### Information provided
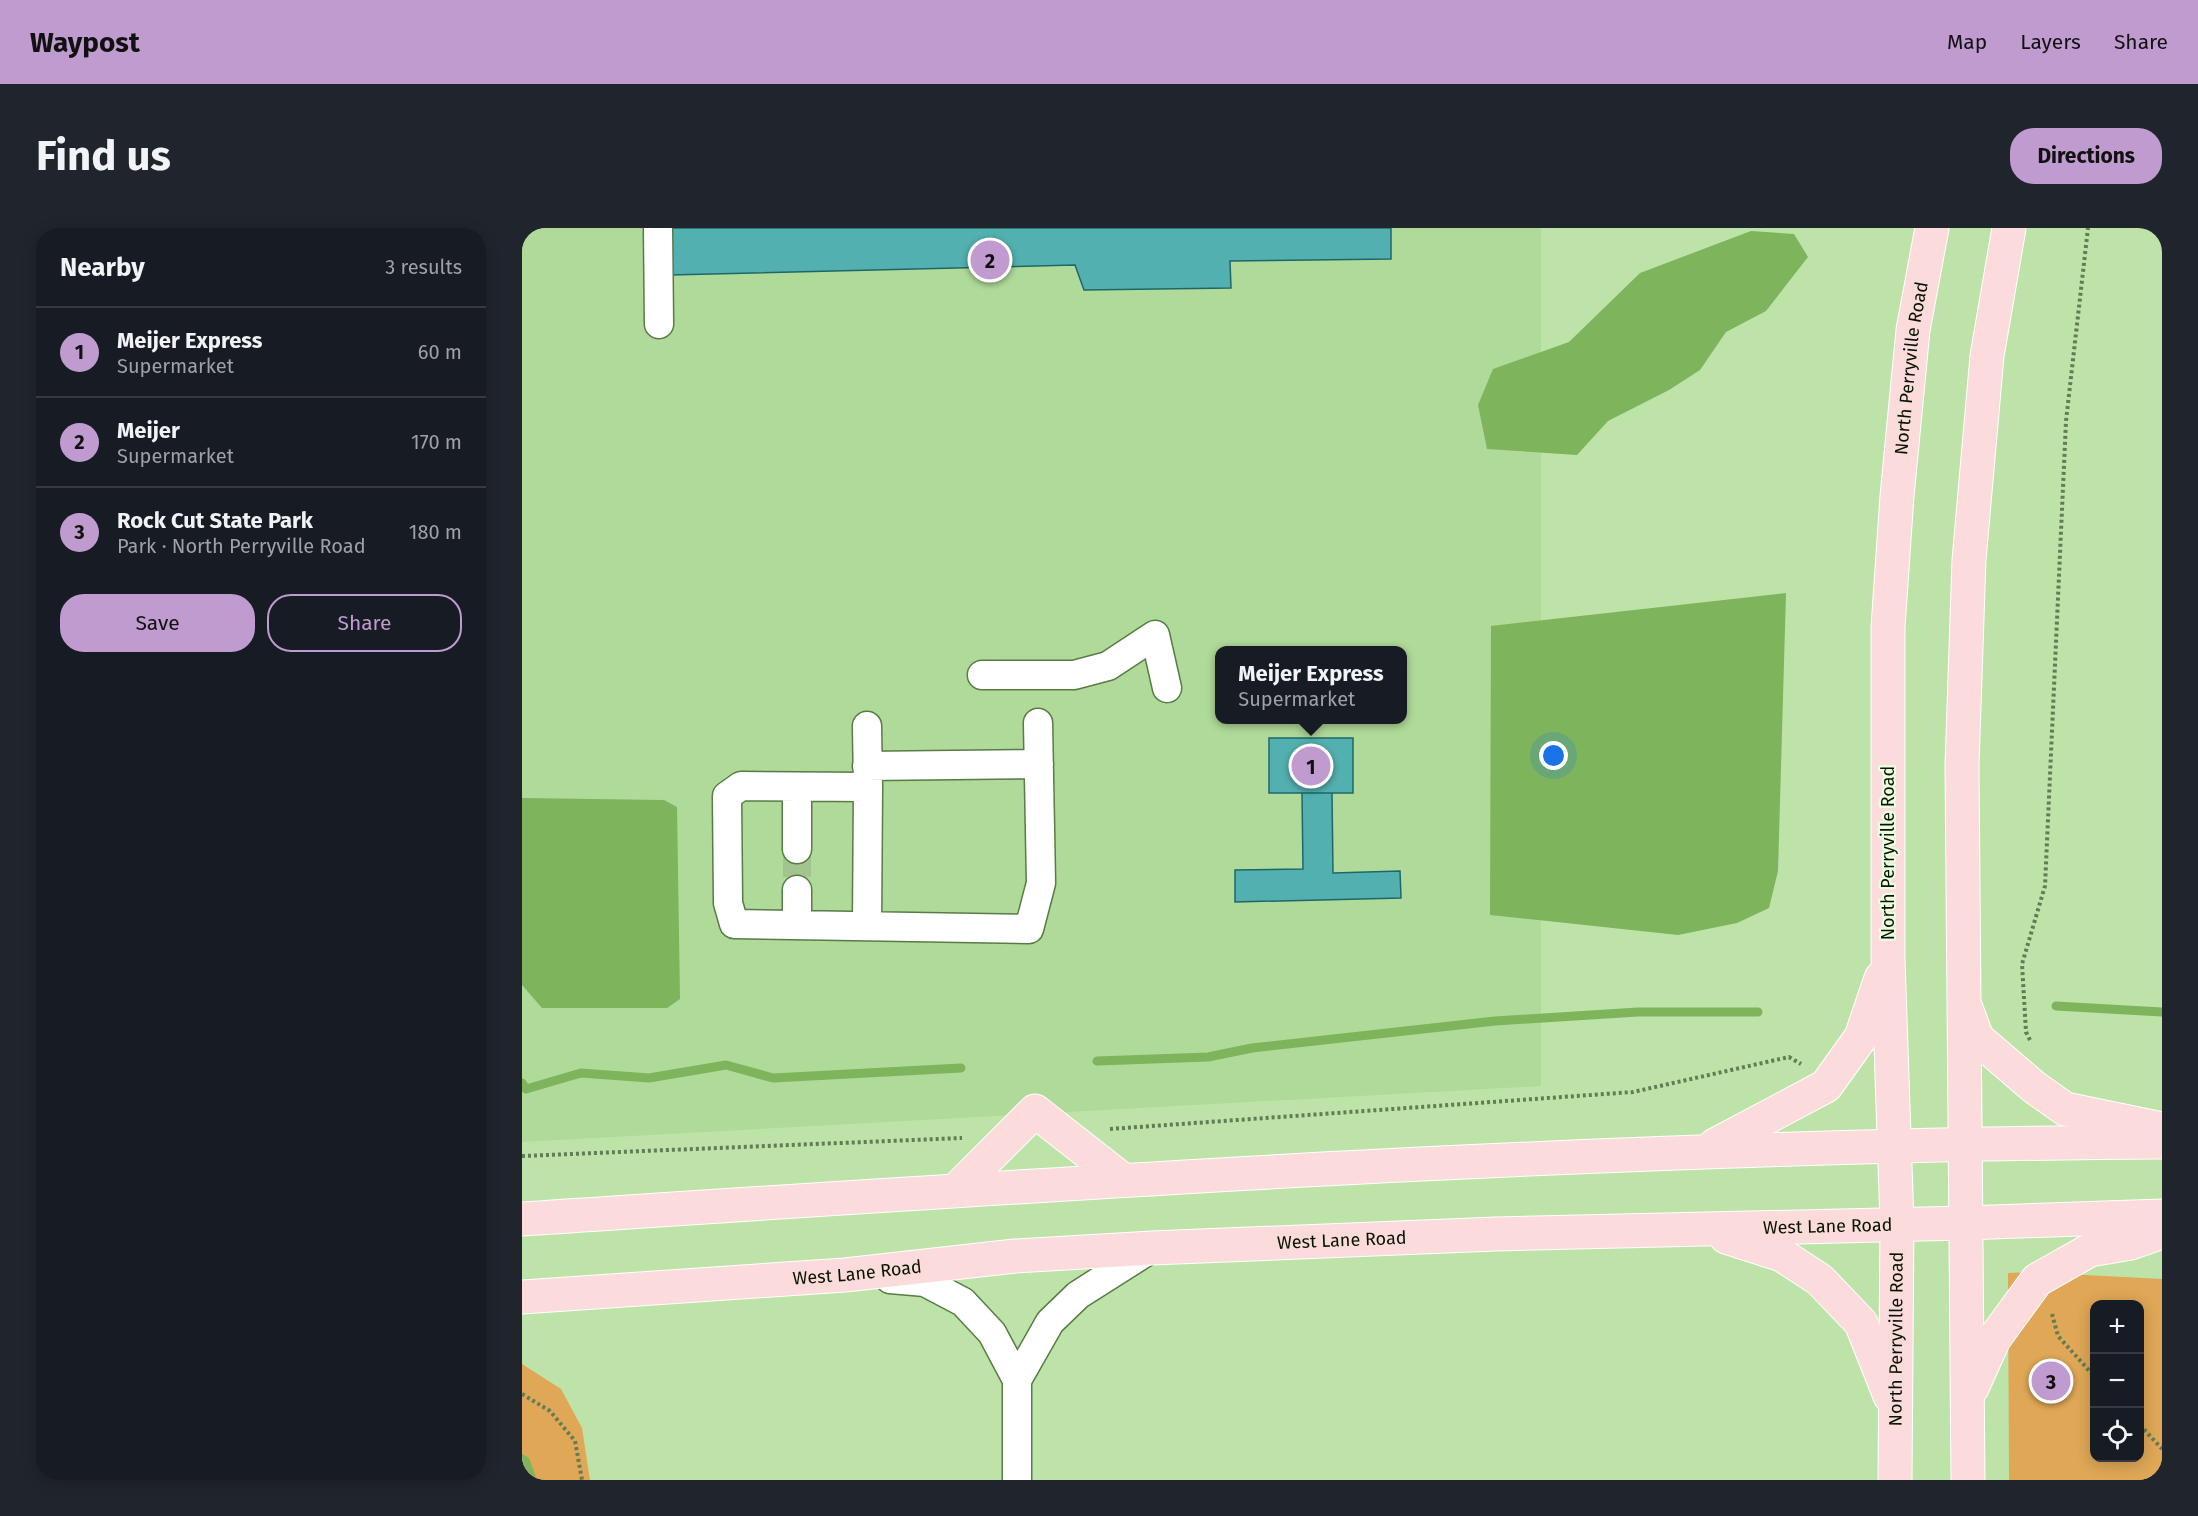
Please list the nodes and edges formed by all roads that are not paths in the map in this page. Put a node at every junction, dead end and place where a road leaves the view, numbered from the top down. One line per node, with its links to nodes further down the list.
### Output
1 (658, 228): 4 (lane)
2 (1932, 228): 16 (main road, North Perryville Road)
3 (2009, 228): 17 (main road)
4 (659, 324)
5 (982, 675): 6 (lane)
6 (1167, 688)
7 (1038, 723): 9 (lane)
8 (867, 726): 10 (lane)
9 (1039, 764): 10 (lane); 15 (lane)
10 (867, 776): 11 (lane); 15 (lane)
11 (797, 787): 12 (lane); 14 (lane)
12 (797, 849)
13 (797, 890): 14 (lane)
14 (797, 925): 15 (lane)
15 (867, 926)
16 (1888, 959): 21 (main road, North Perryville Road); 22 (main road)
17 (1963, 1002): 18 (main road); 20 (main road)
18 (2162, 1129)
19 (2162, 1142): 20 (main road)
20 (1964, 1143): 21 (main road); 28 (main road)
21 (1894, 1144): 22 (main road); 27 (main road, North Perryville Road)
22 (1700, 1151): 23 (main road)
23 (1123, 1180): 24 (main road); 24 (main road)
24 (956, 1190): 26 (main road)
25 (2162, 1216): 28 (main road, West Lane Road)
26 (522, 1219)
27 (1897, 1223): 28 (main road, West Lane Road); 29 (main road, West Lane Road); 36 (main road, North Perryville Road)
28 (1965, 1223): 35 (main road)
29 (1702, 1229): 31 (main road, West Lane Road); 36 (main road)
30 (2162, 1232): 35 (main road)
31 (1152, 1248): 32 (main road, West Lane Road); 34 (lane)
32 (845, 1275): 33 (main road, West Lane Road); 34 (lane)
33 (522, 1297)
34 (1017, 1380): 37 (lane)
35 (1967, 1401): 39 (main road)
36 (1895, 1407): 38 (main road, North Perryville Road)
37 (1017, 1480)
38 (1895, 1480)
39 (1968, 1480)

### Task item
Restate the full listing word for word, excluding images.

### Result for this exercise
Please list the nodes and edges formed by all roads that are not paths in the map in this page. Put a node at every junction, dead end and place where a road leaves the view, numbered from the top down. One line per node, with its links to nodes further down the list.
### Output
1 (658, 228): 4 (lane)
2 (1932, 228): 16 (main road, North Perryville Road)
3 (2009, 228): 17 (main road)
4 (659, 324)
5 (982, 675): 6 (lane)
6 (1167, 688)
7 (1038, 723): 9 (lane)
8 (867, 726): 10 (lane)
9 (1039, 764): 10 (lane); 15 (lane)
10 (867, 776): 11 (lane); 15 (lane)
11 (797, 787): 12 (lane); 14 (lane)
12 (797, 849)
13 (797, 890): 14 (lane)
14 (797, 925): 15 (lane)
15 (867, 926)
16 (1888, 959): 21 (main road, North Perryville Road); 22 (main road)
17 (1963, 1002): 18 (main road); 20 (main road)
18 (2162, 1129)
19 (2162, 1142): 20 (main road)
20 (1964, 1143): 21 (main road); 28 (main road)
21 (1894, 1144): 22 (main road); 27 (main road, North Perryville Road)
22 (1700, 1151): 23 (main road)
23 (1123, 1180): 24 (main road); 24 (main road)
24 (956, 1190): 26 (main road)
25 (2162, 1216): 28 (main road, West Lane Road)
26 (522, 1219)
27 (1897, 1223): 28 (main road, West Lane Road); 29 (main road, West Lane Road); 36 (main road, North Perryville Road)
28 (1965, 1223): 35 (main road)
29 (1702, 1229): 31 (main road, West Lane Road); 36 (main road)
30 (2162, 1232): 35 (main road)
31 (1152, 1248): 32 (main road, West Lane Road); 34 (lane)
32 (845, 1275): 33 (main road, West Lane Road); 34 (lane)
33 (522, 1297)
34 (1017, 1380): 37 (lane)
35 (1967, 1401): 39 (main road)
36 (1895, 1407): 38 (main road, North Perryville Road)
37 (1017, 1480)
38 (1895, 1480)
39 (1968, 1480)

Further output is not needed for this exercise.